▸ What you will do: Images in the data are to be skipped, while every line is restated exactly as written.

▸ Records shown:
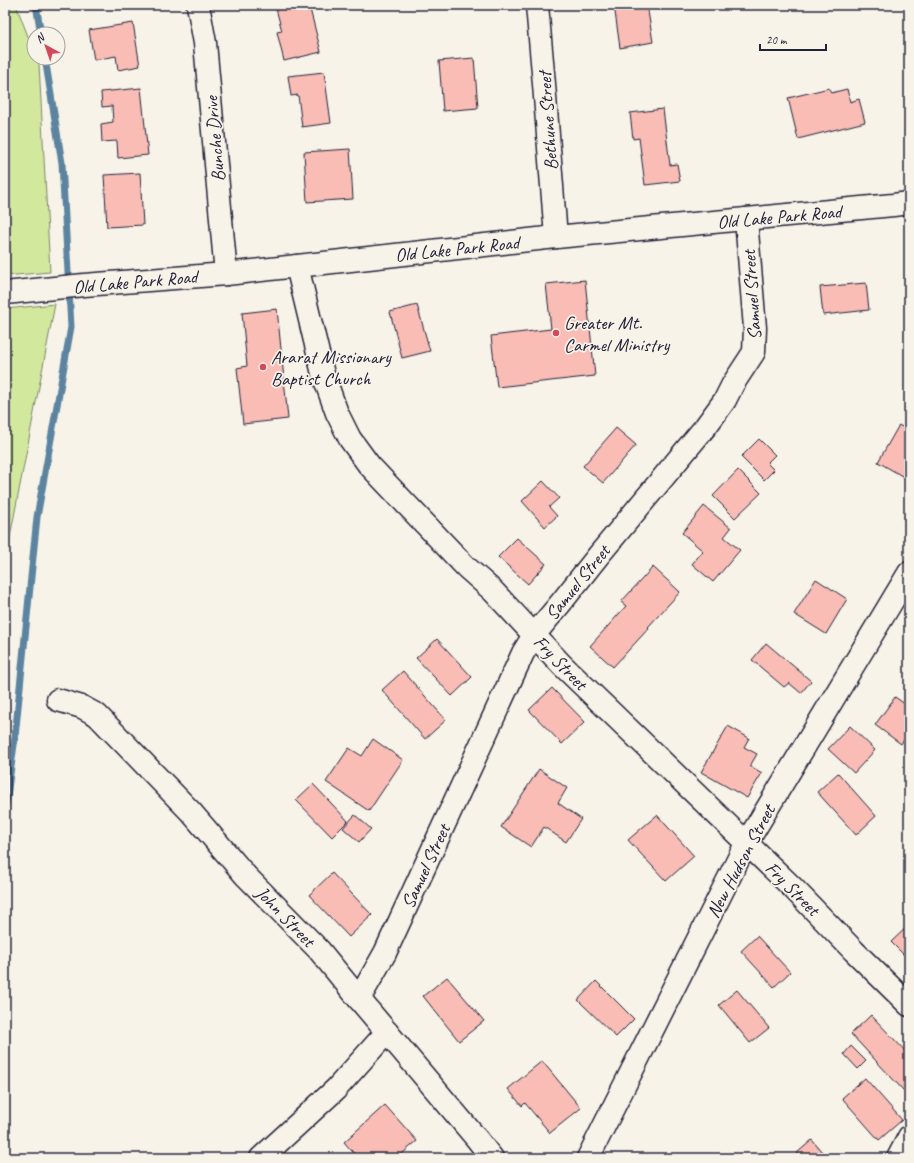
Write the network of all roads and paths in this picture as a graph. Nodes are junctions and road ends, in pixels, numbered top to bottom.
1 (198, 5) edge
2 (537, 5) edge
3 (909, 203) edge
4 (746, 219) junction
5 (556, 237) junction
6 (297, 266) junction
7 (226, 274) junction
8 (5, 293) edge
9 (909, 573) edge
10 (534, 635) junction
11 (58, 700) dead end
12 (747, 842) junction
13 (359, 999) junction
14 (909, 1005) edge
15 (387, 1032) junction
16 (909, 1137) edge
17 (261, 1158) edge
18 (492, 1158) edge
19 (588, 1158) edge
20 (898, 1158) edge

1 - 7 street, Bunche Drive
2 - 5 street, Bethune Street
3 - 4 street, Old Lake Park Road
4 - 5 street, Old Lake Park Road
4 - 10 street, Samuel Street
5 - 6 street, Old Lake Park Road
6 - 7 street, Old Lake Park Road
6 - 10 street, Fry Street
7 - 8 street, Old Lake Park Road
9 - 12 street, New Hudson Street
10 - 12 street, Fry Street
10 - 13 street, Samuel Street
11 - 13 street, John Street
12 - 14 street, Fry Street
12 - 19 street, New Hudson Street
13 - 15 street, John Street
15 - 17 street
15 - 18 street, John Street
16 - 20 street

▸ Solution:
Write the network of all roads and paths in this picture as a graph. Nodes are junctions and road ends, in pixels, numbered top to bottom.
1 (198, 5) edge
2 (537, 5) edge
3 (909, 203) edge
4 (746, 219) junction
5 (556, 237) junction
6 (297, 266) junction
7 (226, 274) junction
8 (5, 293) edge
9 (909, 573) edge
10 (534, 635) junction
11 (58, 700) dead end
12 (747, 842) junction
13 (359, 999) junction
14 (909, 1005) edge
15 (387, 1032) junction
16 (909, 1137) edge
17 (261, 1158) edge
18 (492, 1158) edge
19 (588, 1158) edge
20 (898, 1158) edge

1 - 7 street, Bunche Drive
2 - 5 street, Bethune Street
3 - 4 street, Old Lake Park Road
4 - 5 street, Old Lake Park Road
4 - 10 street, Samuel Street
5 - 6 street, Old Lake Park Road
6 - 7 street, Old Lake Park Road
6 - 10 street, Fry Street
7 - 8 street, Old Lake Park Road
9 - 12 street, New Hudson Street
10 - 12 street, Fry Street
10 - 13 street, Samuel Street
11 - 13 street, John Street
12 - 14 street, Fry Street
12 - 19 street, New Hudson Street
13 - 15 street, John Street
15 - 17 street
15 - 18 street, John Street
16 - 20 street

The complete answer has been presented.